======== Record extracts ========

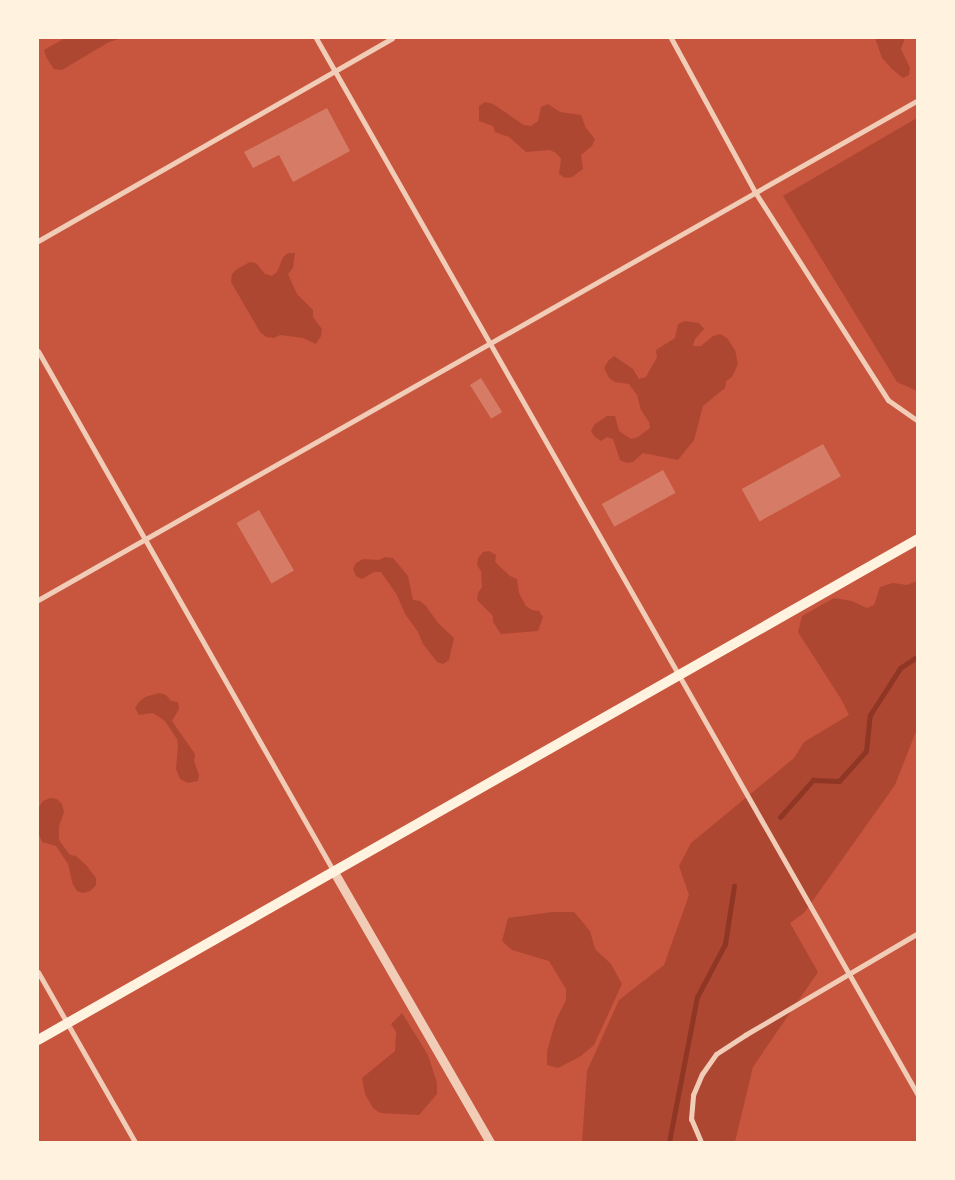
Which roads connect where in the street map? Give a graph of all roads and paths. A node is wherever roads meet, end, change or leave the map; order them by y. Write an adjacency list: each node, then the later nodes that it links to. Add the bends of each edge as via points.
1 (316, 38): 4 (street)
2 (392, 38): 4 (street)
3 (671, 38): 6 (street)
4 (335, 72): 7 (street); 8 (street)
5 (918, 100): 6 (street)
6 (755, 192): 8 (street); 10 (street, via 888,400)
7 (38, 241)
8 (490, 343): 11 (street); 14 (street)
9 (38, 351): 11 (street)
10 (918, 420)
11 (145, 539): 13 (street); 15 (street)
12 (918, 539): 14 (main road)
13 (38, 600)
14 (679, 676): 15 (main road); 18 (street)
15 (334, 872): 19 (main road); 23 (street)
16 (918, 933): 18 (street)
17 (38, 972): 19 (street)
18 (848, 973): 21 (street); 24 (street, via 745,1035 710,1061 696,1088 691,1111)
19 (67, 1023): 20 (main road); 22 (street)
20 (38, 1040)
21 (918, 1095)
22 (135, 1142)
23 (490, 1142)
24 (701, 1142)

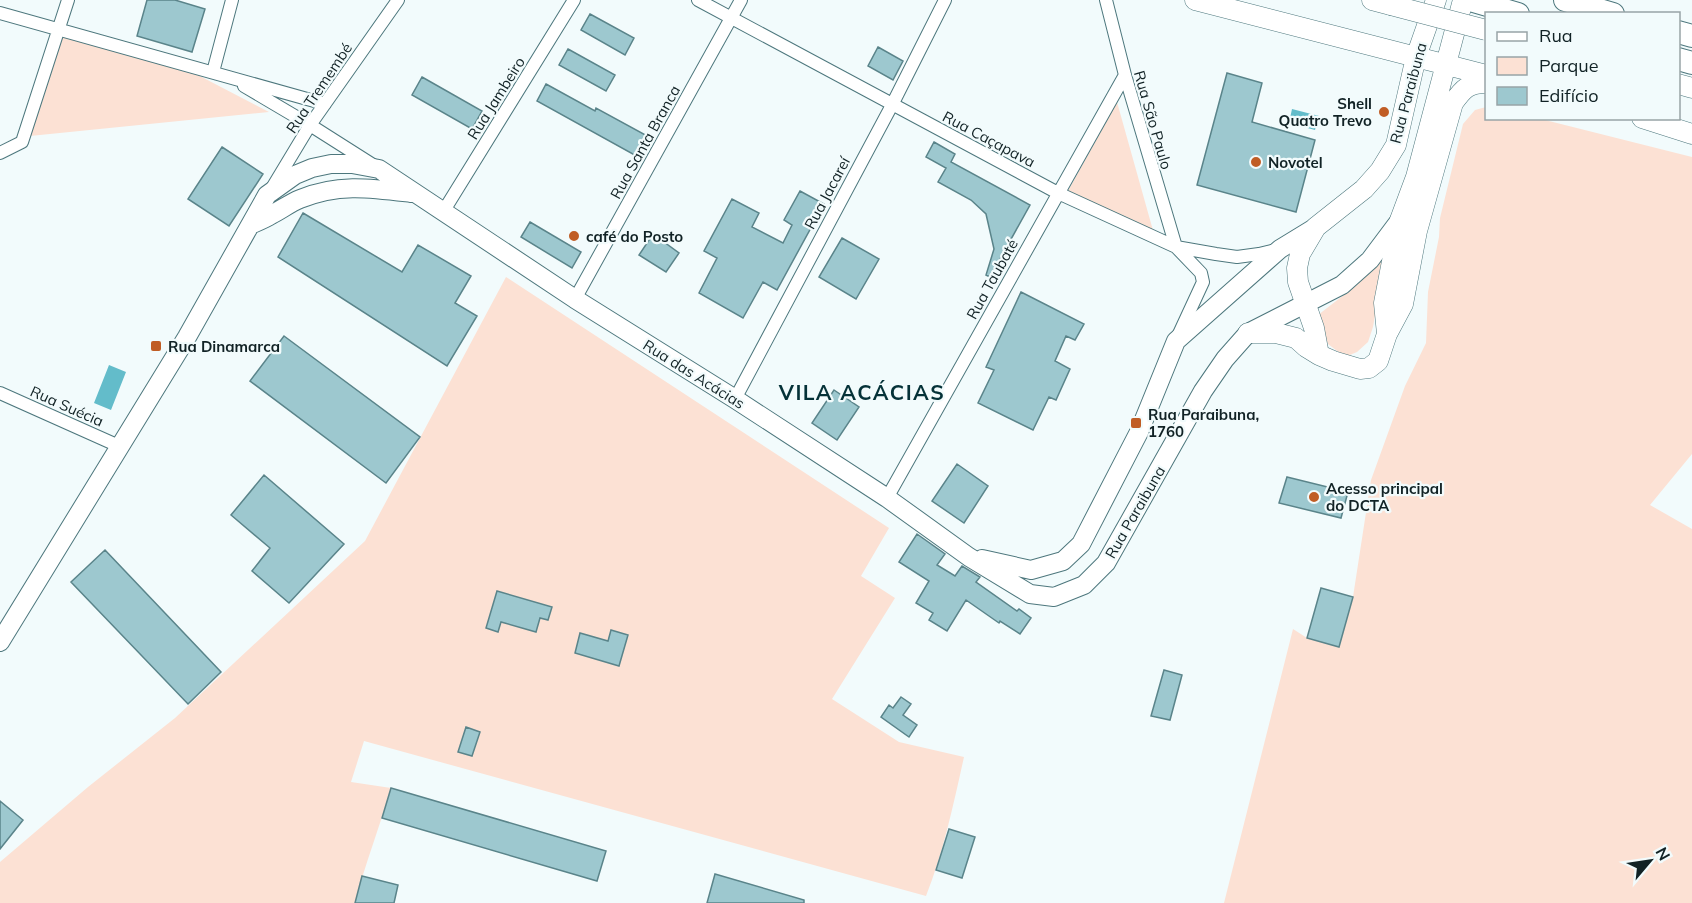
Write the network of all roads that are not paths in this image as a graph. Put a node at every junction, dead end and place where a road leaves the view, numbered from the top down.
1 (68, 0) edge
2 (232, 0) edge
3 (398, 0) edge
4 (574, 0) edge
5 (698, 0) edge
6 (741, 0) edge
7 (945, 0) edge
8 (1106, 0) edge
9 (1195, 0) edge
10 (1436, 0) edge
11 (1463, 0) edge
12 (1470, 0) edge
13 (1565, 0) edge
14 (1381, 3) edge
15 (1511, 12) edge
16 (1606, 12) edge
17 (0, 13) edge
18 (732, 18) junction
19 (59, 29) junction
20 (1485, 30) edge
21 (1416, 57) junction
22 (1446, 65) junction
23 (213, 72) junction
24 (1125, 75) junction
25 (1485, 75) edge
26 (231, 79) junction
27 (1485, 83) edge
28 (325, 104) junction
29 (892, 105) junction
30 (1648, 120) edge
31 (310, 125) junction
32 (1692, 134) edge
33 (0, 153) edge
34 (379, 169) junction
35 (1058, 193) junction
36 (417, 194) junction
37 (267, 195) junction
38 (443, 212) junction
39 (1400, 220) junction
40 (250, 225) junction
41 (1316, 227) junction
42 (1176, 247) junction
43 (1280, 249) junction
44 (575, 299) junction
45 (1305, 304) junction
46 (1248, 333) junction
47 (1387, 334) junction
48 (1176, 341) junction
49 (1319, 355) junction
50 (0, 393) edge
51 (735, 399) junction
52 (121, 447) junction
53 (887, 498) junction
54 (969, 556) junction
55 (0, 642) edge

1 - 19 street
2 - 23 street
3 - 28 street, Rua Tremembé
4 - 38 street, Rua Jambeiro
5 - 18 street, Rua Caçapava
6 - 18 street, Rua Santa Branca
7 - 29 street, Rua Jacareí
8 - 24 street, Rua São Paulo
9 - 21 main road
10 - 21 main road, Rua Paraibuna
11 - 22 main road
12 - 15 highway
13 - 16 highway
14 - 20 main road, bridge
17 - 19 street
18 - 29 street, Rua Caçapava
18 - 44 street, Rua Santa Branca
19 - 23 street
19 - 33 street
21 - 22 main road
21 - 41 main road, Rua Paraibuna
22 - 25 main road
22 - 39 main road
23 - 26 street
24 - 35 street, Rua Taubaté
24 - 42 street, Rua São Paulo
26 - 28 street
26 - 31 street
27 - 47 main road
28 - 31 street, Rua Tremembé
29 - 35 street, Rua Caçapava
29 - 51 street, Rua Jacareí
30 - 32 main road
31 - 34 street
31 - 37 street, Rua Tremembé
34 - 36 main road, Rua das Acácias
34 - 37 main road, Rua das Acácias
35 - 42 street, Rua Caçapava
35 - 53 street, Rua Taubaté
36 - 38 main road, Rua das Acácias
36 - 40 main road, Rua das Acácias
37 - 40 main road, Rua das Acácias
38 - 44 main road, Rua das Acácias
39 - 45 main road, Rua Paraibuna
39 - 47 main road
40 - 52 main road
41 - 43 main road, Rua Paraibuna
41 - 45 main road
42 - 43 street, Rua Caçapava
42 - 48 street, Rua Paraibuna
43 - 48 main road, Rua Paraibuna
44 - 51 main road, Rua das Acácias
45 - 46 main road, Rua Paraibuna
45 - 49 main road
46 - 49 main road
46 - 54 main road, Rua Paraibuna
47 - 49 main road
48 - 54 main road, Rua Paraibuna
50 - 52 street, Rua Suécia
51 - 53 main road, Rua das Acácias
52 - 55 main road
53 - 54 main road, Rua das Acácias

========

• _Problem description_:
Examine the listing and say how many of its lines contain the string "that". Give the number alone.

• _Your solution_:
2